Pendant qu’on se moque de lui, Donald Trump avance. Il suit son agenda. Il n’est pas irrationnel, il a simplement d’autres priorités. Il veut que l’illusion d’un monde unipolaire qui, entre autres, avait conduit à la catastrophique guerre d’Irak devienne non plus une chimère coûteuse pour les États-Unis mais une réalité dangereuse pour ceux qui s’y opposent.

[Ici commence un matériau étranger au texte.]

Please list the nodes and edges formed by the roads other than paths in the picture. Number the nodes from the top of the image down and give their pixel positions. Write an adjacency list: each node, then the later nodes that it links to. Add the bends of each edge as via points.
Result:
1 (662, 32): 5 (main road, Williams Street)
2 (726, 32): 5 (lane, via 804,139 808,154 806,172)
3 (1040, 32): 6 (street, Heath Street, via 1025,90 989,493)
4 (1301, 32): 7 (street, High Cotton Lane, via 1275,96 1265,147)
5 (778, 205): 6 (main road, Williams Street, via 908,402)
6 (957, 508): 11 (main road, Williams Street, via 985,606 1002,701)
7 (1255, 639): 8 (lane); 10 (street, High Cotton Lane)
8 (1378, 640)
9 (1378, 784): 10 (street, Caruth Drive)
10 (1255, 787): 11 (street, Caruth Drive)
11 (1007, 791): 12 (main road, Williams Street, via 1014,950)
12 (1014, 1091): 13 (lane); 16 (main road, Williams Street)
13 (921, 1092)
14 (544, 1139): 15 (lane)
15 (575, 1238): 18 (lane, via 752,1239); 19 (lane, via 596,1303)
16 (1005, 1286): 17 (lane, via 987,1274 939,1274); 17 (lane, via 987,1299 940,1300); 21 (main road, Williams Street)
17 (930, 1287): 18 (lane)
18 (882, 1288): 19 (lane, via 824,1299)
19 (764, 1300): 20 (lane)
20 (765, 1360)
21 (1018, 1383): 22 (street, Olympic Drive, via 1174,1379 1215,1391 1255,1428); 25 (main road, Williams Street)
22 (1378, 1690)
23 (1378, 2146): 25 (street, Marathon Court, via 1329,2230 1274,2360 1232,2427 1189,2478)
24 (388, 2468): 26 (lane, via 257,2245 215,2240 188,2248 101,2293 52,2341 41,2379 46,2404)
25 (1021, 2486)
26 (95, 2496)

Et il est peut-être en train de gagner son pari. Il a renoncé à l’illusoire politique d’hégémonie libérale conduite par tous les présidents américains depuis la fin de la guerre froide, faite d’interventions militaires pour exporter les valeurs universelles et la démocratie et il ne milite pas pour l’établissement de régimes démocratiques, se sentant parfois plus proche de dictateurs avérés (Kim Jong-un, MBS) que de dirigeants élus (Trudeau, Merkel, Macron). Certes, il continue de s’appuyer sur la force militaire et il a augmenté le budget militaire américain de 600 à 720 milliards de dollars. Mais il veut montrer sa force pour ne pas avoir à l’utiliser. C’est d’ailleurs inutile. Les menaces de sanctions, de fermeture du marché américain et l’application d’une législation extraterritoriale aux autres pays suffisent à les faire rentrer dans le rang. Non content d’avoir dénoncé l’accord sur le nucléaire iranien, il veut désormais interdire à tout pays d’acheter du pétrole à Téhéran. Les autres protestent, contestent, mais acceptent en réalité d’appliquer les décisions de D. Trump. Plutôt que des expéditions militaires, on décrète désormais des sanctions et on menace ceux qui ne veulent pas suivre. Plus aucun pays ne va acheter de pétrole iranien.

Cuba, le Venezuela, l’Iran, Donald Trump espère que l’étouffement économique de ces pays conduira à une révolte populaire débouchant, plus sûrement qu’une intervention armée, sur un changement de régime. Et il impose aux autres pays de le suivre. Il espère par les mêmes moyens obtenir la dénucléarisation de la Corée du Nord. S’il accomplit un seul de ces 4 objectifs, il pourra revenir triomphant devant les électeurs déjà satisfaits de la bonne santé économique du pays et conserver le pouvoir jusqu’en 2024.

Va-t-il donc établir un impérium américain qui remettra plus que jamais en cause la souveraineté des autres nations ? Cela dépend avant tout de leur réaction, et en premier lieu de la Chine, la Russie et l’Union européenne. Vont-elles le laisser faire ? D. Trump triompherait alors grâce à leur inaction et à leur division.